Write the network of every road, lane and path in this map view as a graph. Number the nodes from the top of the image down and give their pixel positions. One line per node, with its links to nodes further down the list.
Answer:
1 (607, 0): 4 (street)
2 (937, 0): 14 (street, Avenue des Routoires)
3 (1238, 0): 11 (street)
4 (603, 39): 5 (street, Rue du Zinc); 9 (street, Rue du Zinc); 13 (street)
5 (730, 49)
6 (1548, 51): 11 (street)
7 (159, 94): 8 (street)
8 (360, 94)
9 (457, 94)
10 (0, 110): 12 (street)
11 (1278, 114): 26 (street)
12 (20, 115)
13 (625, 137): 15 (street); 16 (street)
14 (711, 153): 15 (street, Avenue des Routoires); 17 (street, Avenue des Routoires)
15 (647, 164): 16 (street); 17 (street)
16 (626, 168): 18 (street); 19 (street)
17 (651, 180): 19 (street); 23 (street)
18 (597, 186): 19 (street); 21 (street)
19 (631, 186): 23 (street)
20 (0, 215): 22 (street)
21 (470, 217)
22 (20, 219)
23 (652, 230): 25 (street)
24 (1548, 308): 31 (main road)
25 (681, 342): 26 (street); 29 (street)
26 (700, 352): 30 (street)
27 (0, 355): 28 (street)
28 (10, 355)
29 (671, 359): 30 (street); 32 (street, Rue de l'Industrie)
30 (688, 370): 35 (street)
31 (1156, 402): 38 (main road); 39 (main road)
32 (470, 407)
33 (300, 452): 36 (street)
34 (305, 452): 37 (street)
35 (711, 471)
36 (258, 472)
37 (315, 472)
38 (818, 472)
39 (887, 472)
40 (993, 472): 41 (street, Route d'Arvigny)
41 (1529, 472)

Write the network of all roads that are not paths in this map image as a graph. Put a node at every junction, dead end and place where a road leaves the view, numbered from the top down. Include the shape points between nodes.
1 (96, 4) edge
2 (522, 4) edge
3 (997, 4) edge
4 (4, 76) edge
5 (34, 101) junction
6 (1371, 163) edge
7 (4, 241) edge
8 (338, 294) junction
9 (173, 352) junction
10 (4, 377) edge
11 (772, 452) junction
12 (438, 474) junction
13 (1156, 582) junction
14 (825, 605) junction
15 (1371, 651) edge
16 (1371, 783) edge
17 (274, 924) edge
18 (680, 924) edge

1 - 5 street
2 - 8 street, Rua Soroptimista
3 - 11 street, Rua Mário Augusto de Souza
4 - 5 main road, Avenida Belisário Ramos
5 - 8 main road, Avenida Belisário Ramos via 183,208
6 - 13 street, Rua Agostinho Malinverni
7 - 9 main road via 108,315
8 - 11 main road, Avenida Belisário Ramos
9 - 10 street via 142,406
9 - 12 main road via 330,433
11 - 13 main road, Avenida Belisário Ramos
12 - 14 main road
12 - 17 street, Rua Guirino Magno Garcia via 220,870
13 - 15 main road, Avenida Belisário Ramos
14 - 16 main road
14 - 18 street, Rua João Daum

(Task instructions): Take the entries above and transcribe them exactly.

(Expected output):
Write the network of every road, lane and path in this map view as a graph. Number the nodes from the top of the image down and give their pixel positions. One line per node, with its links to nodes further down the list.
Answer:
1 (607, 0): 4 (street)
2 (937, 0): 14 (street, Avenue des Routoires)
3 (1238, 0): 11 (street)
4 (603, 39): 5 (street, Rue du Zinc); 9 (street, Rue du Zinc); 13 (street)
5 (730, 49)
6 (1548, 51): 11 (street)
7 (159, 94): 8 (street)
8 (360, 94)
9 (457, 94)
10 (0, 110): 12 (street)
11 (1278, 114): 26 (street)
12 (20, 115)
13 (625, 137): 15 (street); 16 (street)
14 (711, 153): 15 (street, Avenue des Routoires); 17 (street, Avenue des Routoires)
15 (647, 164): 16 (street); 17 (street)
16 (626, 168): 18 (street); 19 (street)
17 (651, 180): 19 (street); 23 (street)
18 (597, 186): 19 (street); 21 (street)
19 (631, 186): 23 (street)
20 (0, 215): 22 (street)
21 (470, 217)
22 (20, 219)
23 (652, 230): 25 (street)
24 (1548, 308): 31 (main road)
25 (681, 342): 26 (street); 29 (street)
26 (700, 352): 30 (street)
27 (0, 355): 28 (street)
28 (10, 355)
29 (671, 359): 30 (street); 32 (street, Rue de l'Industrie)
30 (688, 370): 35 (street)
31 (1156, 402): 38 (main road); 39 (main road)
32 (470, 407)
33 (300, 452): 36 (street)
34 (305, 452): 37 (street)
35 (711, 471)
36 (258, 472)
37 (315, 472)
38 (818, 472)
39 (887, 472)
40 (993, 472): 41 (street, Route d'Arvigny)
41 (1529, 472)

Write the network of all roads that are not paths in this map image as a graph. Put a node at every junction, dead end and place where a road leaves the view, numbered from the top down. Include the shape points between nodes.
1 (96, 4) edge
2 (522, 4) edge
3 (997, 4) edge
4 (4, 76) edge
5 (34, 101) junction
6 (1371, 163) edge
7 (4, 241) edge
8 (338, 294) junction
9 (173, 352) junction
10 (4, 377) edge
11 (772, 452) junction
12 (438, 474) junction
13 (1156, 582) junction
14 (825, 605) junction
15 (1371, 651) edge
16 (1371, 783) edge
17 (274, 924) edge
18 (680, 924) edge

1 - 5 street
2 - 8 street, Rua Soroptimista
3 - 11 street, Rua Mário Augusto de Souza
4 - 5 main road, Avenida Belisário Ramos
5 - 8 main road, Avenida Belisário Ramos via 183,208
6 - 13 street, Rua Agostinho Malinverni
7 - 9 main road via 108,315
8 - 11 main road, Avenida Belisário Ramos
9 - 10 street via 142,406
9 - 12 main road via 330,433
11 - 13 main road, Avenida Belisário Ramos
12 - 14 main road
12 - 17 street, Rua Guirino Magno Garcia via 220,870
13 - 15 main road, Avenida Belisário Ramos
14 - 16 main road
14 - 18 street, Rua João Daum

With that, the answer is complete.